Baker ranks meeting the franchise patriarch as his No.1 moment - so far - as
a Celtic.
No.2, he says, comes this Thursday, when Baker and the Celtics face Donyell
Marshall and the Chicago Bulls in an exhibition at Mohegan Sun Arena. That's
the night Baker will really know his five difficult years in the Northwest
are over, and that he's finally home.
With all respect to Paul Pierce and Antoine Walker, the focus in Montville
will be on the kid from Old Saybrook.
"Oh, man, I expect there to be about 1,500 hundred people there," said Baker,
who plays his first Celtics exhibition Tuesday in New York. "It should be a
lot of fun. I've actually never seen [the arena] so it should be fun to go
there. What a way to start off my Celtics career, playing at Mohegan Sun in
front of the Connecticut fans."
For many of those fans who either saw Baker in high school, or at the
University of Hartford in the early 1990s, they shouldn't expect the kind of
numbers that made Baker an All-Star in Milwaukee.
What Baker, 6 feet 11, promises is they'll see a player determined to shed
his recent reputation as an overweight underachiever, while trying to help
the Celtics get back to the Eastern Conference finals.
"The game is a little bit different when they saw me in Milwaukee," said
Baker, who was acquired by the Celtics along with guard Shammond Williams for
guards Kenny Anderson and Joe Forte and center Vitaly Potapenko. "I was a guy
getting 23-24 points a game. I'm on a winning team now, and my role is going
to be different. I'm going to work just as hard as I did in the days they saw
me at Hartford and in Milwaukee. The numbers might not be the same, but the
effort and willingness to work hard and be better is always going to be
there."
The Celtics discovered quickly this summer that Baker, who had weighed as
much as 280 pounds, was determined to bury his recent past. Baker, still
living in a hotel in Waltham, was a constant presence at the team's practice
facility, working his way back to an ideal weight of 255.
In Baker, the Celtics have found a low-post presence not seen since the final
days of Robert Parish and Kevin McHale, when Baker would watch the Celtics
while attending Hartford.
"Since I've been here, he's is the best low-post big man that we've had,"
said Celtics coach Jim O'Brien, who joined the team in 1997.
Unlike last season, when they often lived and died with three-point shooting,
the Celtics can now force opponents into difficult decisions on
double-teaming Pierce and Walker.
"We've put in some things to throw it down to him on the block," assistant
coach Lester Conner said. "Normally we're a perimeter-oriented team, and we
still are. But now have a weapon on the block. It's like pick your poison.
Are you going to double Vin, and leave Antoine and Paul? Or are you going to
let your guy go one-on-one with Vin? So teams have some thinking to do."

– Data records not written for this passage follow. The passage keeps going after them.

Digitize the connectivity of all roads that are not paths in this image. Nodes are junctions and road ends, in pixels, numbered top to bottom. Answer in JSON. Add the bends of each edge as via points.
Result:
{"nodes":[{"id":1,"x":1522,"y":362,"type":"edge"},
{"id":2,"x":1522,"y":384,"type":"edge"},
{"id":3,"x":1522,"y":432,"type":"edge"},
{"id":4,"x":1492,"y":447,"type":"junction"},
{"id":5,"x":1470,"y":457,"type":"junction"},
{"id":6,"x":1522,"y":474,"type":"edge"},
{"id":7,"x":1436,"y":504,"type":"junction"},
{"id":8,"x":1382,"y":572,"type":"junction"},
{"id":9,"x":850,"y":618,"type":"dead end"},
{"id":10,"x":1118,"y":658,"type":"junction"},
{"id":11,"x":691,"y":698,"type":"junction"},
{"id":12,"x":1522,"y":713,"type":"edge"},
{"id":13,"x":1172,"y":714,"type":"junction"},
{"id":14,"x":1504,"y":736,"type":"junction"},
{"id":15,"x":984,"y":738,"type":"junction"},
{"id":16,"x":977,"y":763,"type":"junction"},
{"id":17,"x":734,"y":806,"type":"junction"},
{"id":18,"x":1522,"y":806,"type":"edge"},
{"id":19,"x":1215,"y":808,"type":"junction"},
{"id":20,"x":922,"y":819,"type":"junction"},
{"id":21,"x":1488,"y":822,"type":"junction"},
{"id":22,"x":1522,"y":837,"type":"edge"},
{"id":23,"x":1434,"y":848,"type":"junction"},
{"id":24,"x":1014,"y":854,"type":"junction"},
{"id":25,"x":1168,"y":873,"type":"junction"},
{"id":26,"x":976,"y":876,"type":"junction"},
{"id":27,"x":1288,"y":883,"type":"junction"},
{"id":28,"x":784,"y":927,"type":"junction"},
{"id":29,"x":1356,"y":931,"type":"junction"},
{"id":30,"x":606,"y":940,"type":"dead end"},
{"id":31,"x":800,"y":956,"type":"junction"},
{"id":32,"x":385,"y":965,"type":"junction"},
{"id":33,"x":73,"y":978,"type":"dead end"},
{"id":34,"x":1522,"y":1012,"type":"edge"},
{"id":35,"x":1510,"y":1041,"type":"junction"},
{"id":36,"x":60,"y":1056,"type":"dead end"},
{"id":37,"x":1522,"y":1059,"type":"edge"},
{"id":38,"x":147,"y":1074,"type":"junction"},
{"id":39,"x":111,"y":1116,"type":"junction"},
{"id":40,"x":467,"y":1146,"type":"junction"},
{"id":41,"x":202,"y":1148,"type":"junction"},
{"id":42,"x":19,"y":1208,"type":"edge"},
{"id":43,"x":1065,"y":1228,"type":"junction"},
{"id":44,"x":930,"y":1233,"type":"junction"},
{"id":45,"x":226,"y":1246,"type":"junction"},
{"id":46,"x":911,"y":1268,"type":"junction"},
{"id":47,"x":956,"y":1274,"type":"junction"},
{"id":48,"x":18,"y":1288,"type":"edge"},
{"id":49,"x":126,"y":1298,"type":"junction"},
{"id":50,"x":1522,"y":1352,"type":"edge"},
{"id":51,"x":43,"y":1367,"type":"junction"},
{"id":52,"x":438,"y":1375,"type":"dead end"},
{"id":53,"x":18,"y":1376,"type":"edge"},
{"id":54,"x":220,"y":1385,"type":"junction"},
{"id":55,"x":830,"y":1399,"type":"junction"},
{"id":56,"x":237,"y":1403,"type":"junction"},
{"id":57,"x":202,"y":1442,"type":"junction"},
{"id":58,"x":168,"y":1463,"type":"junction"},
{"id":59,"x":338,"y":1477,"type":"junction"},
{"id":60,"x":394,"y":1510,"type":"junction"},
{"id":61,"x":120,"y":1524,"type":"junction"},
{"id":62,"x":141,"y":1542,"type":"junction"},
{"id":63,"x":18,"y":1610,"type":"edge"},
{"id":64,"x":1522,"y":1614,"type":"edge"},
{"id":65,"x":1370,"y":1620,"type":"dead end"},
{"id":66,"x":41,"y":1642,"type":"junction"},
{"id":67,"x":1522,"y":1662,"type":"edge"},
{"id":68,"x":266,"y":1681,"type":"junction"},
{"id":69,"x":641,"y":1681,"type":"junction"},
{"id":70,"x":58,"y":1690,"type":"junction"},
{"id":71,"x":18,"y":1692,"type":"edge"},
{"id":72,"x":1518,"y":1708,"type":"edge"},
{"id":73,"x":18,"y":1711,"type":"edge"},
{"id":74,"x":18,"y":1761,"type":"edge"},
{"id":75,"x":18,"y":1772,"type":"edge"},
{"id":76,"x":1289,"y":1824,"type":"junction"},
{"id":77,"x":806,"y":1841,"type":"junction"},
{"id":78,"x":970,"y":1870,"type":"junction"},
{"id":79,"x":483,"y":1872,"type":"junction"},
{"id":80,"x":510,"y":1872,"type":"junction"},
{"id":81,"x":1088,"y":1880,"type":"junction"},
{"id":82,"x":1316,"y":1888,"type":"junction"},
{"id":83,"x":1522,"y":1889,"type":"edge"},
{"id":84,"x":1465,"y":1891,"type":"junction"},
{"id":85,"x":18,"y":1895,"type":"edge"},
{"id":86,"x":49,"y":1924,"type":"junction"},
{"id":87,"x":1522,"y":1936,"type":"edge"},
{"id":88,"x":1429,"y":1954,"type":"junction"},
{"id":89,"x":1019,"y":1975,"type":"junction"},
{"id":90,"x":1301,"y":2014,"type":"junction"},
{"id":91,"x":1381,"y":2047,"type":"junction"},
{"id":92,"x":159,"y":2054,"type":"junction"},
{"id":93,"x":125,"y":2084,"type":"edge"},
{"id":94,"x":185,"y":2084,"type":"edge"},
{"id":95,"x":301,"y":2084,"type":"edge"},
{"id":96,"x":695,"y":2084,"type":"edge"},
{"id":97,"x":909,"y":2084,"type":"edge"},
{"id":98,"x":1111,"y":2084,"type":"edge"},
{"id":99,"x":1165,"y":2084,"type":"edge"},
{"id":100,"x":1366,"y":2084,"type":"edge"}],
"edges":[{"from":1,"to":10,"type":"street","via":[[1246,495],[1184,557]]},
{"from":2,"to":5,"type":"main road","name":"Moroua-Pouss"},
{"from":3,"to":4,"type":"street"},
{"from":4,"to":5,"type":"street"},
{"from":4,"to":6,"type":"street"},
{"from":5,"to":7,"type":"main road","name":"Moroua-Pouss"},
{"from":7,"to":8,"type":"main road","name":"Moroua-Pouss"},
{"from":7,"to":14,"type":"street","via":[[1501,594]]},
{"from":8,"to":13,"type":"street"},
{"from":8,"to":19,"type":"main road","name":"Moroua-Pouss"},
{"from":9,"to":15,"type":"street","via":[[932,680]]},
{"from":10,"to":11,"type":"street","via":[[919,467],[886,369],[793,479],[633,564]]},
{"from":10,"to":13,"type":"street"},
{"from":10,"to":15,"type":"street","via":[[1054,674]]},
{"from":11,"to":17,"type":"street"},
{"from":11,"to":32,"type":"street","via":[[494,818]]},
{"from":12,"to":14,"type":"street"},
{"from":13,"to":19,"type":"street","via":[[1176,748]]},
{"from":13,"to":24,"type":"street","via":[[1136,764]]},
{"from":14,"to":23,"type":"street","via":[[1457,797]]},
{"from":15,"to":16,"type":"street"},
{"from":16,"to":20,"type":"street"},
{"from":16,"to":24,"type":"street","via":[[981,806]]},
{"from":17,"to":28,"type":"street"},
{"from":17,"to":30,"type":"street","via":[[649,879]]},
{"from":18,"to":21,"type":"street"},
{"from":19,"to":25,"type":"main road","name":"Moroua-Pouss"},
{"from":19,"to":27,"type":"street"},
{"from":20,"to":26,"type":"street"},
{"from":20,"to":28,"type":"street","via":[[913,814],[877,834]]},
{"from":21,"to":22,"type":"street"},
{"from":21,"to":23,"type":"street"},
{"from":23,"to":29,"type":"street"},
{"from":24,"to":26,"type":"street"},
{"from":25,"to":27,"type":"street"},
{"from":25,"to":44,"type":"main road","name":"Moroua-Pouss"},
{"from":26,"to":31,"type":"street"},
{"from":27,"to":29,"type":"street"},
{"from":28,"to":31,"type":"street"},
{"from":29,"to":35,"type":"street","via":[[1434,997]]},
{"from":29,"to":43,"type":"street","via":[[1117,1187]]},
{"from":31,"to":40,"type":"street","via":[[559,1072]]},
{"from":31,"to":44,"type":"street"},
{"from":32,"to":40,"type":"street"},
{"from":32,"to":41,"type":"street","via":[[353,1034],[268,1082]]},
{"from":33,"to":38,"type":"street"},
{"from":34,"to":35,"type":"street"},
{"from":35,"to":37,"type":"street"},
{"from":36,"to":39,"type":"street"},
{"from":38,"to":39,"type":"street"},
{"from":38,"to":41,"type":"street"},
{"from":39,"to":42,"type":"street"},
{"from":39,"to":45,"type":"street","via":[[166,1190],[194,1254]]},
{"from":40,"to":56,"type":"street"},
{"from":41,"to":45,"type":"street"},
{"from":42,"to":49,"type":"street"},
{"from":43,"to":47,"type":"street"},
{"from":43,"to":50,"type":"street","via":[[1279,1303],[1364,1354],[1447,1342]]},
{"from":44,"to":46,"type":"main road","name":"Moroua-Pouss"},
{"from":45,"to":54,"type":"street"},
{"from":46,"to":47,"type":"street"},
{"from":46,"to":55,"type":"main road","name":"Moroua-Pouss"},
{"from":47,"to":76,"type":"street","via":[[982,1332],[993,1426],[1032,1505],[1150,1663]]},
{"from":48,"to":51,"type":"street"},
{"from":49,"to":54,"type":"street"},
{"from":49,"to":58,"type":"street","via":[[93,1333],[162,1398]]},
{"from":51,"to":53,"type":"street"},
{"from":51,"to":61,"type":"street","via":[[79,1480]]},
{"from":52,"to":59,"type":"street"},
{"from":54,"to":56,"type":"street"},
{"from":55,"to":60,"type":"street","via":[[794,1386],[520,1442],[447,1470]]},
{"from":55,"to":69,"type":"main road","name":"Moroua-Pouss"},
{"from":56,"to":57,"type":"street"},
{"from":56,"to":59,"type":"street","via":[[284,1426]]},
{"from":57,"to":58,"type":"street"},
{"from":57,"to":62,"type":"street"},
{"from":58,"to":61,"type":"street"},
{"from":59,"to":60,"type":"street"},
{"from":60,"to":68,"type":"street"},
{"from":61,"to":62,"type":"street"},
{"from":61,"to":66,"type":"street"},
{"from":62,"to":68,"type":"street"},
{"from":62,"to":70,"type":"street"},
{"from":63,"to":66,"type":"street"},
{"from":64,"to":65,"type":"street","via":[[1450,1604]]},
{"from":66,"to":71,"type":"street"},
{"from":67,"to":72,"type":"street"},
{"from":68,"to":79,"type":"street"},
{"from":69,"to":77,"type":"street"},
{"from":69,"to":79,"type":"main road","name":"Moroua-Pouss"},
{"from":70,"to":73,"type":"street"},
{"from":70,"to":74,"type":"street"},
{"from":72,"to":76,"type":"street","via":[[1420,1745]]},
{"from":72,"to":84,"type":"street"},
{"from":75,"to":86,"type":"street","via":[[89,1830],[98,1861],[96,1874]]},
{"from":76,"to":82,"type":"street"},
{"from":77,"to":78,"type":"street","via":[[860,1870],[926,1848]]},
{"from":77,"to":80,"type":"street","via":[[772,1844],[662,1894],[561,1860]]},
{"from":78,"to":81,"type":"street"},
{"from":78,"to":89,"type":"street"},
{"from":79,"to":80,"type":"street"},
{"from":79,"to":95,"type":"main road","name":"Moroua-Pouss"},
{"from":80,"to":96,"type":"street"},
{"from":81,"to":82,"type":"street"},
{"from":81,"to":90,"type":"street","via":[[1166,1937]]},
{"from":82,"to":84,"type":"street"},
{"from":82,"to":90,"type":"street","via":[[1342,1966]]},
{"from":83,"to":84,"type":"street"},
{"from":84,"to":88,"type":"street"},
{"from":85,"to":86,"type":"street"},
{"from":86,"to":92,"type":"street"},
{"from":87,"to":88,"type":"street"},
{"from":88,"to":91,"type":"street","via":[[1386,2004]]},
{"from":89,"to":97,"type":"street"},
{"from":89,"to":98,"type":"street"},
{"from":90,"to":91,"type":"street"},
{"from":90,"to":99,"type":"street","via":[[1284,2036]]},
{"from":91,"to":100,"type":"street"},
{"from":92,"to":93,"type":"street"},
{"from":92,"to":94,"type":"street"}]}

While Baker seeks redemption for five lost seasons, he joins an entire team
that fed off doubts about its ability. The Celtics boiled years of
frustration into a run to the conference finals last season, and Baker can
relate.
"Those guys felt they had something to prove last year, and I feel the same
way," Baker said. "I think with that marriage, hopefully it will make for a
great season."
Baker hasn't averaged more than 20 points in a season since 1996-97, his last
in Milwaukee. And while opportunities should present themselves in Boston,
Baker is content to contribute any way the Celtics see fit.
"I think if you come in with a false sense of `I want to be an All-Star, I
want to average 20 points a game,' I don't think that's what's going to
define whether I'm back this year," Baker said.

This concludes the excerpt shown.